Per quanto riguarda le modalità degli afflussi basta il confronto con il 2015 per capire la mutata eccezionalità del fenomeno. Quell’anno l’incremento senza precedenti delle richieste di asilo fu la conseguenza della deliberata mossa della Turchia di Erdogan che per ricattare l’Europa aprì le frontiere e riversò in Grecia e Bulgaria un milione tra afghani e siriani ospitati nei propri campi profughi. Oggi - nonostante il confine turco resti estremamente poroso e la cosiddetta rotta balcanica continui ad essere affollata - i flussi più intensi si registrano lungo quell’asse del Mediterraneo centrale che parte da Libia e Tunisia e confluisce su Lampedusa e dintorni. Per capirlo bastano i dati della Farnesina che registrano oltre 115mila sbarchi sulle nostre coste. Un dato da cui sono esclusi gli oltre cinquemila arrivi via terra registrati al confine con la Slovenia. Con quell’aggiunta il totale supera di quasi il doppio i circa 61mila arrivi del 2022.

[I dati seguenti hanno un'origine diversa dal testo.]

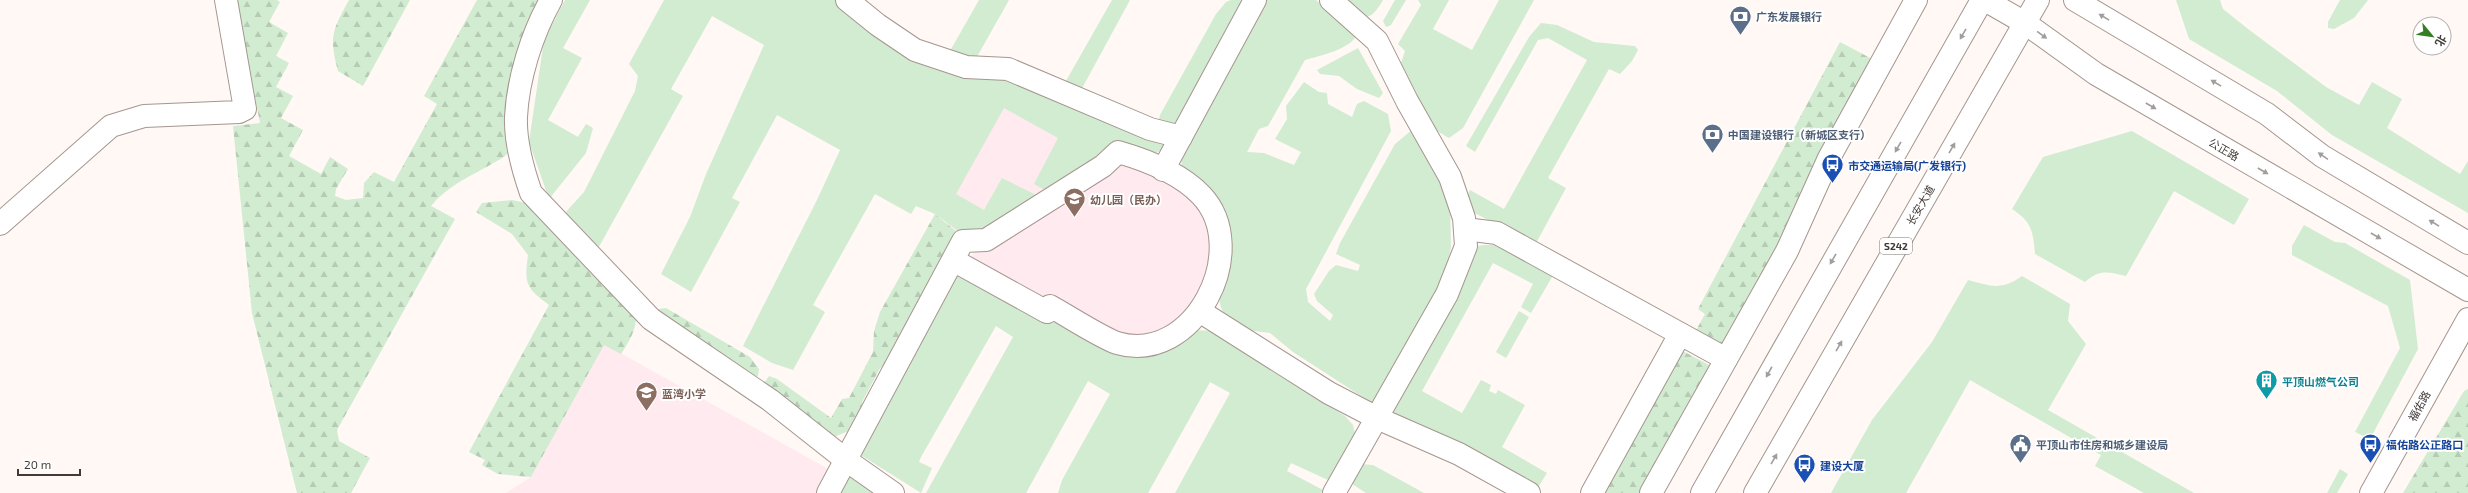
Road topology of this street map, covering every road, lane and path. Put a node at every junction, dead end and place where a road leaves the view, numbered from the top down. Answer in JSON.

Quest’eccezionale incremento dei flussi sulla rotta del Mediterraneo Centrale sta portando Italia, e in Europa, un numero senza precedenti di africani provenienti, da Guinea, Costa d’Avorio, Mali, Burkina Faso e Camerun. Sulla rotta balcanica continuano a muoversi, invece, soprattutto afghani in fuga dal regime talebano e siriani costretti ad abbandonare un paese messo in ginocchio, nonostante la sostanziale cessazione del conflitto, dalle sanzioni di Stati Uniti e Unione Europea. Tutto questo lascia indifferente Bruxelles che continua a rispondere con la consueta apatia sia ai richiami dell’Italia, sia agli allarmi lanciati dai propri organismi istituzionali. Proprio ieri Frontex, l’agenzia preposta al controllo delle frontiere Ue, ha reso pubblico un rapporto in cui - oltre a registrare il moltiplicarsi dei flussi migratori - ne illustra le ragioni.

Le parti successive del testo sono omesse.